Horizonte de sucesos

Vaciados por nuestra propia memoria

VACIADOS POR NUESTRA PROPIA MEMORIA

VACIADOS POR NUESTRA PROPIA MEMORIA / Pedro Pujante

Pedro Pujante

Pedro Pujante

Hay un concepto que me ha resultado siempre muy interesante en el arte, en la vida y en la literatura: la nada. Lo vacío como entidad misma. La ausencia de materialidad. Obras de arte sin acabar o que apelan a su potencial imposibilidad, obras invisibles o no creadas o inexistentes que deben su valor precisamente a su vaciedad. Músicas insonoras, pinturas en blanco, libros escritos por fantasmas o esculturas inmateriales certificadas por su propia ausencia. Audacias como la que llevó a cabo Manzoni al llenar de aire unos globos y venderlos como aliento de artista. El Universo, de hecho, está formado, en parte, de nada. En casi un treinta por ciento se estima la cantidad de materia oscura que compone el Cosmos. Una materia que no emite ondas electromagnéticas y cuya composición se desconoce.

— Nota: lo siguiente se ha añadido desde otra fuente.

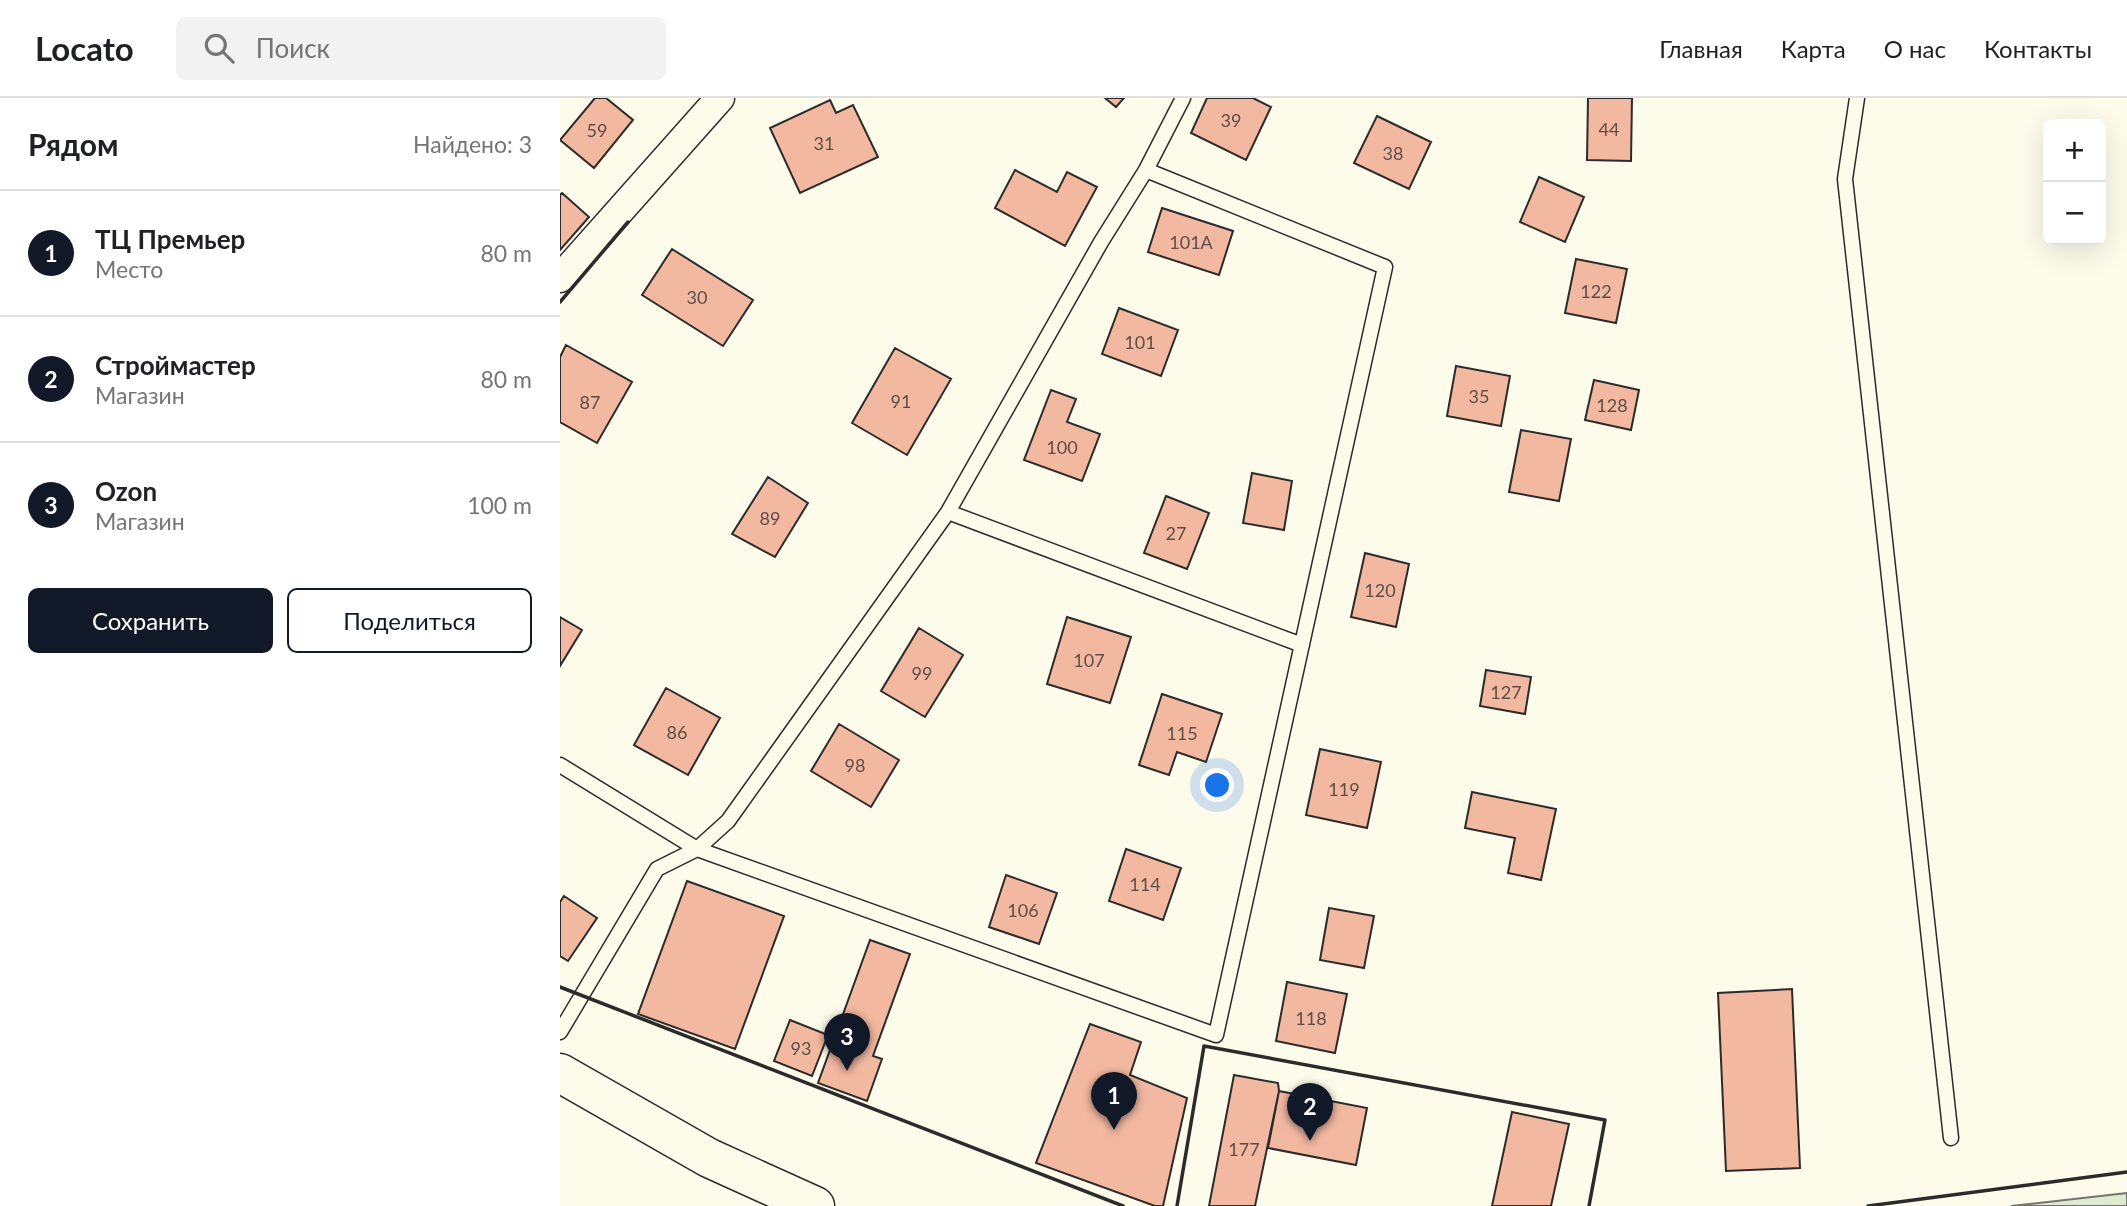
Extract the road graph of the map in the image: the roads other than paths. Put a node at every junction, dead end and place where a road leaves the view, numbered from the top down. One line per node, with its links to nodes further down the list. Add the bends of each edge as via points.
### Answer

Aunque quien mejor ha escenificado la nada de un modo grandilocuente y no falto de humor es Maurizio Cattelan. El artista en su primera exposición convocó a un agasajo a un grupo de periodistas e invitados que al llegar al lugar se encontraron un cartel que rezaba: «Vuelvo enseguida». Esa era la broma obra de arte. No había nada tras la puerta y el artista, por supuesto, brillaba por su ausencia.

«La mayoría de cosas no nos suceden», escribí en un diario en el año 2015. No sé si me refería a alguna reflexión de tipo existencial o tan solo constataba con frialdad que no somos el centro del Universo. Que la mayoría de eventos que tienen lugar no nos afectan u ocurren sin tenernos en cuenta. No obstante, la ausencia como concepto ya estaba ahí. Idea que cristalizaría tres años más tarde en un artículo titulado El arte del vacío.

En El Rastro Gómez de la Serna habla de objetos que se han vendido, que ya no están. Percibo en este texto puramente ramoniano una nostalgia por lo efímero, por el aura de ausencia que dejan ciertos objetos, ciertas personas. Quizá eso sea, en realidad, recordar: evocar lo que no está, los restos del naufragio de la memoria.

Olvidar y recordar son, así, operaciones complementarias. Se recuerda precisamente solo aquello que nos llega, el borrador de los eventos. Lo real (lo que sucedió) queda oculto. Y el recuerdo tan solo captura los fragmentos. Pero, al igual que Gómez de la Serna, nos preguntamos: ¿qué habrá sido de aquel rostro, aquel lugar, ese objeto o lejano momento que ya no somos capaces de evocar? ¿Dónde estará? La mayoría de recuerdos no nos pertenecen. Estamos hechos de vacíos, de olvidos, de nada. El protagonista de El jardinero, una de las últimas novelitas de Aira, es un escritor que comienza a sentir una depresión. Dice en algún momento: «dentro de mí no había nada. Había un vacío. Me había objetivado en el contenido de mis fábulas…». Las ficciones que había creado le habían despojado de su propia vida, le habían vaciado.

Nosotros, también en el futuro, dejaremos de ser reales para pasar a ser fantasmales recuerdos de otras personas. Seres vaciados por la ficción de nuestra propia memoria.